→ DATA FOR PROCESSING:
----------
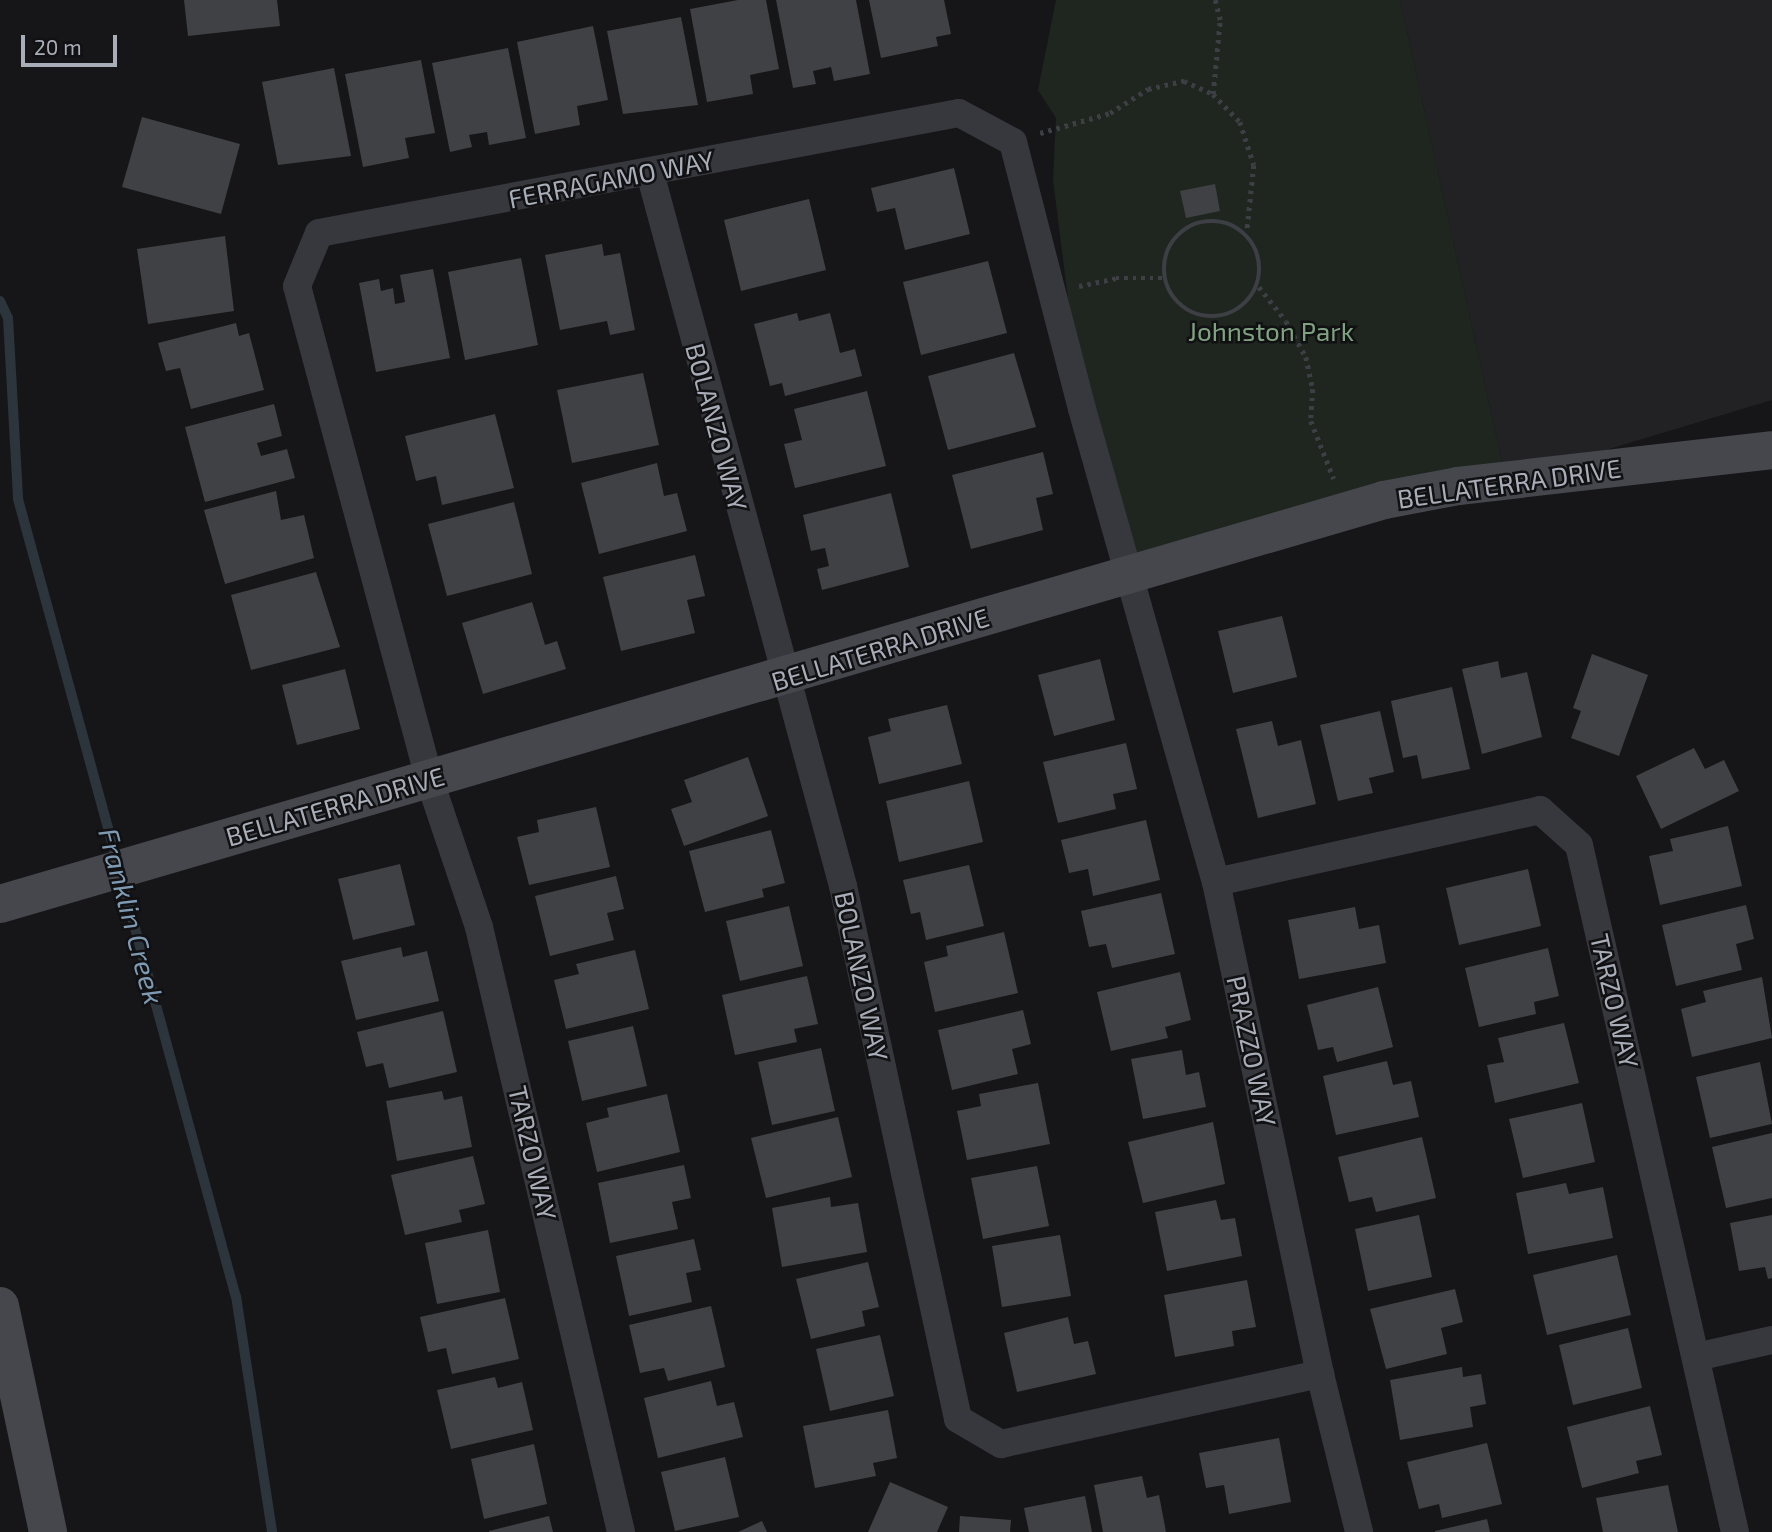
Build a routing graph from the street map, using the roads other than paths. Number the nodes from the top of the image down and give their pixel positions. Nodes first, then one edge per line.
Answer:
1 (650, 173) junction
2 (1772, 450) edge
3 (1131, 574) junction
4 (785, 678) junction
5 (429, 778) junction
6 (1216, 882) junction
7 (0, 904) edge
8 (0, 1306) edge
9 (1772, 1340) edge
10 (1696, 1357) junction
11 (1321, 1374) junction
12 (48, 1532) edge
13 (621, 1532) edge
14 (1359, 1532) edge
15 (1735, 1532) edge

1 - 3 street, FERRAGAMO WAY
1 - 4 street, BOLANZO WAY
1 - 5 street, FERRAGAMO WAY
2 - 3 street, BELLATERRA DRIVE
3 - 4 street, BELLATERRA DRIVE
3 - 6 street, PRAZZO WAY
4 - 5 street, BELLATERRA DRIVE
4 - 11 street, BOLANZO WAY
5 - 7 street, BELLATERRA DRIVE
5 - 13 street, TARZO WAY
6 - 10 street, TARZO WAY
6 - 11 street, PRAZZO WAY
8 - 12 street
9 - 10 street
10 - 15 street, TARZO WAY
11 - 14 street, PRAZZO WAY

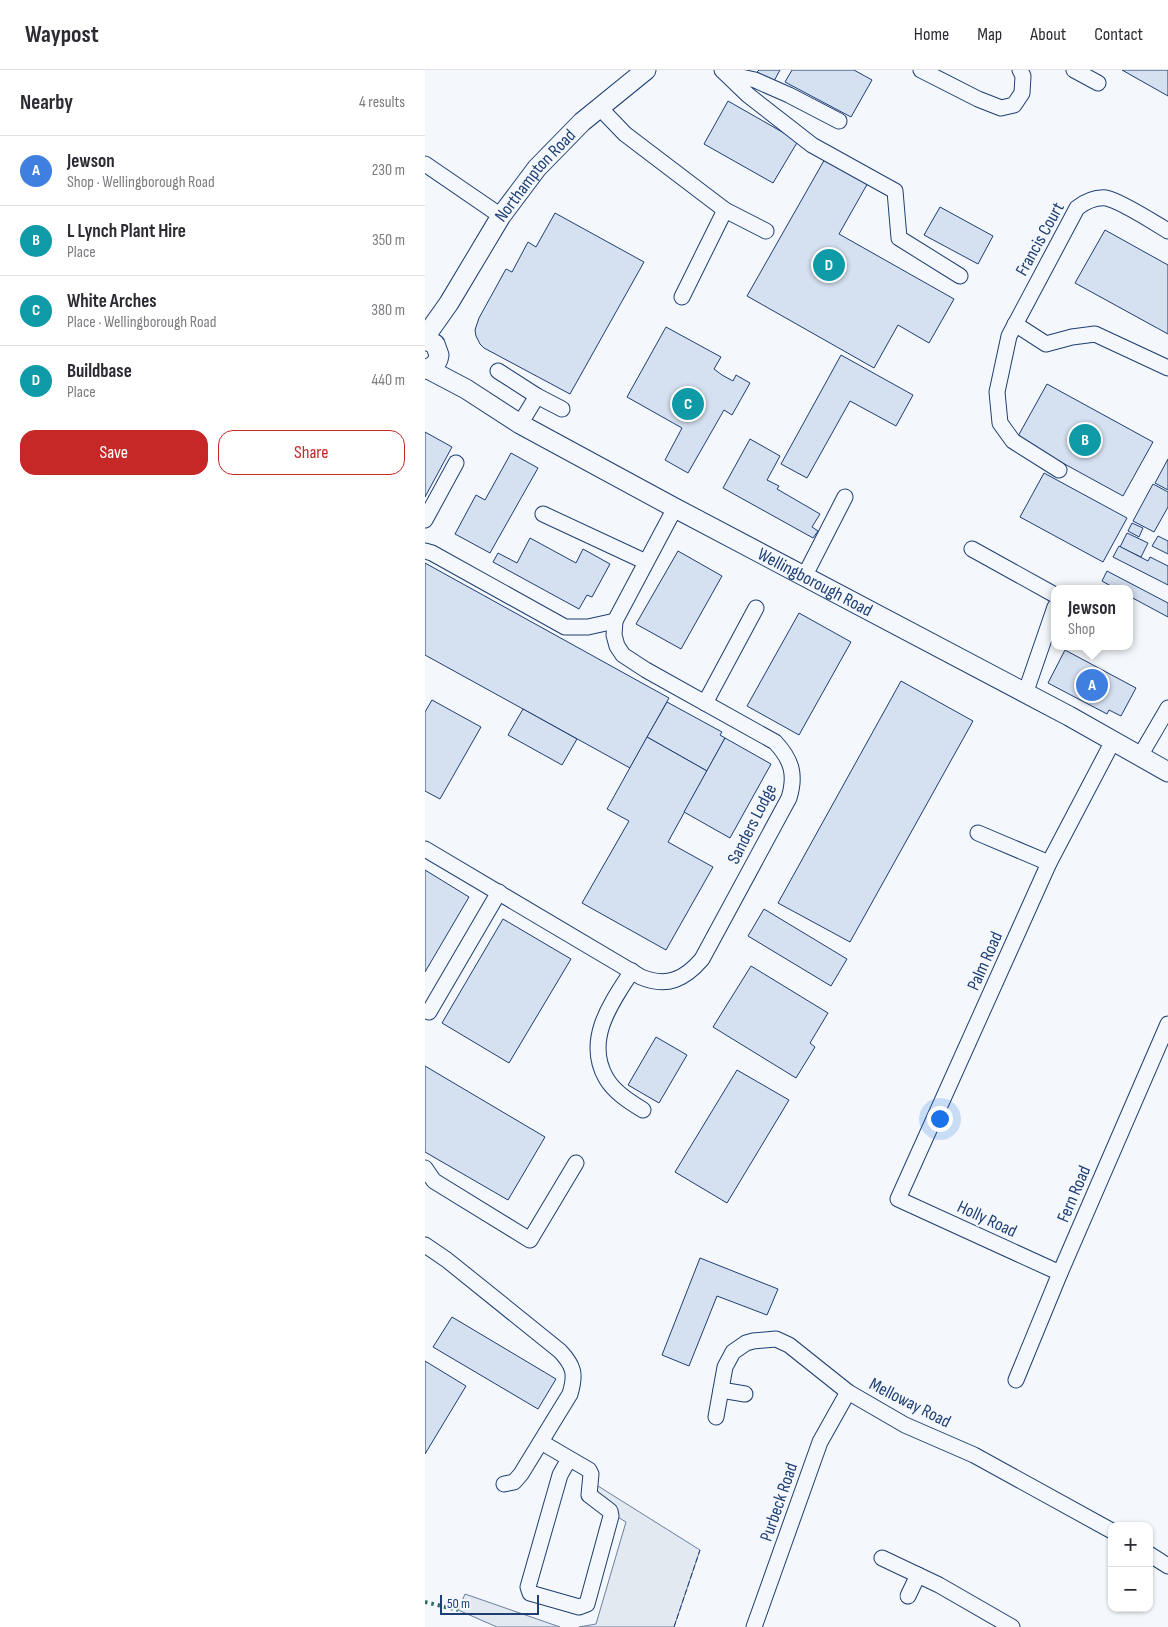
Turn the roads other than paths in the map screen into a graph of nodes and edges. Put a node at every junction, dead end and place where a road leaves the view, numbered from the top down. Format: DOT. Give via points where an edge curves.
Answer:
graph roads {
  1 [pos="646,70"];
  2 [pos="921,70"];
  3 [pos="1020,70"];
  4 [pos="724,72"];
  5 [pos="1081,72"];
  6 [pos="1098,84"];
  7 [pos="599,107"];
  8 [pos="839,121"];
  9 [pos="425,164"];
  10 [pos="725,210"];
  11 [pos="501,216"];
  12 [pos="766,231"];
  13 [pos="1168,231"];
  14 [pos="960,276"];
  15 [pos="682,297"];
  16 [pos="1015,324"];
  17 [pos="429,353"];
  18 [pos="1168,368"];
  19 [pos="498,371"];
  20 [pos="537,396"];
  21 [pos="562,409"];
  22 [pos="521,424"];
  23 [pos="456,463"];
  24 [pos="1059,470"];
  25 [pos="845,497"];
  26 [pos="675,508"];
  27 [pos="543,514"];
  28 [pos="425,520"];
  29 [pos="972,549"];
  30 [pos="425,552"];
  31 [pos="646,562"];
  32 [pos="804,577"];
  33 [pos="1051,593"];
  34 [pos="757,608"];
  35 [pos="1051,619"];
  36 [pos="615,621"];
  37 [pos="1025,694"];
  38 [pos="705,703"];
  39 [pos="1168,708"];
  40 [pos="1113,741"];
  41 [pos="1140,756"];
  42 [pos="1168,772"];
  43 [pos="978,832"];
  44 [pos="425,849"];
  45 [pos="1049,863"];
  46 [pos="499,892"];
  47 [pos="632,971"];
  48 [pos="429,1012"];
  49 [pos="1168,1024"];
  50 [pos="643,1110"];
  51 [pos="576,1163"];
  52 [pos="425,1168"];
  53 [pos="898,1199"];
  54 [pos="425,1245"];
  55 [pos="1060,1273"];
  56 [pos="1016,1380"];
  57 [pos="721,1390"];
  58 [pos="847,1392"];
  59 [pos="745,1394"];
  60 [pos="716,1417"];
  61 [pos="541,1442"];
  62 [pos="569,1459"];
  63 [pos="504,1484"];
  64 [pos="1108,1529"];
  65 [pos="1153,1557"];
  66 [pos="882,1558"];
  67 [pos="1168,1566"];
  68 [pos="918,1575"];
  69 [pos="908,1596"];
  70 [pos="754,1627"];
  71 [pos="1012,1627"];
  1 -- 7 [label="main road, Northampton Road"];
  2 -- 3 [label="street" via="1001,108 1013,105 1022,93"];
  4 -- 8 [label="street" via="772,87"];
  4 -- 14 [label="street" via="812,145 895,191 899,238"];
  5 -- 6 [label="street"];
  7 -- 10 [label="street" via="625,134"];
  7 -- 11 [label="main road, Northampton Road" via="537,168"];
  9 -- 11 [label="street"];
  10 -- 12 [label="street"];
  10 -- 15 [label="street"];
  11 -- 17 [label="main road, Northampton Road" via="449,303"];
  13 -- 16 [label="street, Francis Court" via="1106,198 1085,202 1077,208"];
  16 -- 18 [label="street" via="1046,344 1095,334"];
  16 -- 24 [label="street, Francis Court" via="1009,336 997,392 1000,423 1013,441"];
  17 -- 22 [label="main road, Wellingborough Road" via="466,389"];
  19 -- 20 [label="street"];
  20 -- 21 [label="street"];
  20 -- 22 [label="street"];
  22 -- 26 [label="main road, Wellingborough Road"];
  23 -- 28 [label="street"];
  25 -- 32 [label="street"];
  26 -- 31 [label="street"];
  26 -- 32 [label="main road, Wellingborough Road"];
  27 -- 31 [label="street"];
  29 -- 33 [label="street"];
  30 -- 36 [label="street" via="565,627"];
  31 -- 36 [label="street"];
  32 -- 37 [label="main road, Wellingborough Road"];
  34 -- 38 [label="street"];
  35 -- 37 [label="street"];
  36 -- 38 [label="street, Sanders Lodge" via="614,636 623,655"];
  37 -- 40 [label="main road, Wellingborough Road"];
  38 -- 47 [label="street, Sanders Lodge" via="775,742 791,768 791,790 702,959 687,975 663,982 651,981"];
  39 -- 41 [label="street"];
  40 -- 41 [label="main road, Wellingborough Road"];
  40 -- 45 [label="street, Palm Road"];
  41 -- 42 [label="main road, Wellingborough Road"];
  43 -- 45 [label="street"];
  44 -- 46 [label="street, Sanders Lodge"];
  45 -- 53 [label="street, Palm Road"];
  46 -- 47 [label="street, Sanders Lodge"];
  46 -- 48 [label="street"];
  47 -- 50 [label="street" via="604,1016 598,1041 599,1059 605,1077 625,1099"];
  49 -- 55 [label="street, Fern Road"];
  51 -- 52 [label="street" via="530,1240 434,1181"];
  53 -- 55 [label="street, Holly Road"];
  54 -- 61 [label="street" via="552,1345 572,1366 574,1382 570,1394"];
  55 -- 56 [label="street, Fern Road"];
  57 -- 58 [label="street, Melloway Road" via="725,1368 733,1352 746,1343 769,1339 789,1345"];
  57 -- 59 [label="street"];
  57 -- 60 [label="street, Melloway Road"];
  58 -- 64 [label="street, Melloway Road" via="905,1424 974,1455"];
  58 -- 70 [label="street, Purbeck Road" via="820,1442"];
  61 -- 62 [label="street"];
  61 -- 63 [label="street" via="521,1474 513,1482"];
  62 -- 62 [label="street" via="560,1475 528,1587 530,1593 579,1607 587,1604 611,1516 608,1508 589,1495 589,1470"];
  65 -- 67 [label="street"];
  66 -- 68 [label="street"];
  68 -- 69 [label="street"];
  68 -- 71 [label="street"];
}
----------
→ BRIEF:
Your answer should consist of each line of the data above in which the word "Northampton" occurs.

→ ANSWER BOX:
  1 -- 7 [label="main road, Northampton Road"];
  7 -- 11 [label="main road, Northampton Road" via="537,168"];
  11 -- 17 [label="main road, Northampton Road" via="449,303"];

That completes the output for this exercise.